Was ist Volatilität?
Volatilität beschreibt die Intensität und Häufigkeit von Preisschwankungen eines Vermögenswerts innerhalb eines bestimmten Zeitraums. Sie ist ein zentrales Maß für das Risiko eines Marktes.
Hohe vs. niedrige Volatilität
- •Hohe Volatilität: Preise schwanken stark und schnell. BTC kann in einem Tag 5–10% steigen oder fallen. Hohe Chance, aber auch hohes Risiko.
- •Niedrige Volatilität: Preise bewegen sich kaum. Typisch für etablierte Aktien oder Stablecoins.
Kryptomärkte sind strukturell hochvolatil — BTC hatte historisch eine Jahresvolatilität von 50–100%, verglichen mit S&P 500-Aktien bei 15–20%.
Messung der Volatilität
- •ATR (Average True Range): Misst die durchschnittliche Preisspanne pro Kerze.
- •Bollinger Bands: Weiten sich bei hoher, engen sich bei niedriger Volatilität.

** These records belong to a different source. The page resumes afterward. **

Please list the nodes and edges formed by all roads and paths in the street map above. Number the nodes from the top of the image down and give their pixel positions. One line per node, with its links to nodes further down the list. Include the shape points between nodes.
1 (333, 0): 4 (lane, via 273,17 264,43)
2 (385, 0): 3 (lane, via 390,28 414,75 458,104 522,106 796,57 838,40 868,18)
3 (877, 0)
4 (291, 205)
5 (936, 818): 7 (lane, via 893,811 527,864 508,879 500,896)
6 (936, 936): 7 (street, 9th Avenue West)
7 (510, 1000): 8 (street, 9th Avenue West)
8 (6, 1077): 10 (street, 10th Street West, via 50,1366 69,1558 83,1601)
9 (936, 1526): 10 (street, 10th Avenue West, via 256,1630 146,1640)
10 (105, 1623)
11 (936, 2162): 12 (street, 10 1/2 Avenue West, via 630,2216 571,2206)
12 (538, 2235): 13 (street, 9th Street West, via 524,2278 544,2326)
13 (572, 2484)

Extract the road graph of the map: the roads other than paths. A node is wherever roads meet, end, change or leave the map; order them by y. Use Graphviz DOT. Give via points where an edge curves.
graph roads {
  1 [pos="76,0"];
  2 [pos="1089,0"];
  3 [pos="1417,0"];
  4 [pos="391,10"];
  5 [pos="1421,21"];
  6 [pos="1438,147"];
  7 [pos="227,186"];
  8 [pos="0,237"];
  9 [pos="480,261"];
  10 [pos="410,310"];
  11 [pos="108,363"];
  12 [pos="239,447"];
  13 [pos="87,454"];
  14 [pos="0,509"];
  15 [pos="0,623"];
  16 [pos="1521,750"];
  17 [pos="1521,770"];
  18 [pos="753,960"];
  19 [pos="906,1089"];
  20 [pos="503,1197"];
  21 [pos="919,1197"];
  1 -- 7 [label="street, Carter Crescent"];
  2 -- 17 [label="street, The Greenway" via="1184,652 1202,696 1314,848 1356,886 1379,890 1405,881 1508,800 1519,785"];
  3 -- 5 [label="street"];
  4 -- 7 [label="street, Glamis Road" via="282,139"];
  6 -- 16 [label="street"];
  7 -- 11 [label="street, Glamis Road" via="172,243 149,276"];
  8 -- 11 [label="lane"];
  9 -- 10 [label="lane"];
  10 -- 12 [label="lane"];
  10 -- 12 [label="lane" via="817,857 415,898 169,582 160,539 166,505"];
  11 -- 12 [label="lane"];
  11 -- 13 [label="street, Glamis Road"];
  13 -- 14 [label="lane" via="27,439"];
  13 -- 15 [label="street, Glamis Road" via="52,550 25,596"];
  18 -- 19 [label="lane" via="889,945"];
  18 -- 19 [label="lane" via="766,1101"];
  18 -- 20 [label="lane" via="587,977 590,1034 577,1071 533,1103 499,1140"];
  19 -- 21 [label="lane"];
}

- •Historische Volatilität: Standardabweichung der täglichen Returns über N Tage.
Konkrete Auswirkungen
Beispiel: BTC bei $50.000 mit ATR von $2.000 (4%). Ein Stop-Loss muss mindestens diesen Abstand berücksichtigen, sonst wird er durch normales Marktgeschehen ausgelöst.
Volatilität und Strategie
Mean-Reversion-Strategien — bei denen Preise nach Extrembewegungen zurück zum Mittelwert tendieren — profitieren oft von kurzen Volatilitätsspitzen. Ein Preis, der sich stark von seinem gleitenden Durchschnitt entfernt hat, ist statistisch gesehen eher bereit für eine Gegenbewegung.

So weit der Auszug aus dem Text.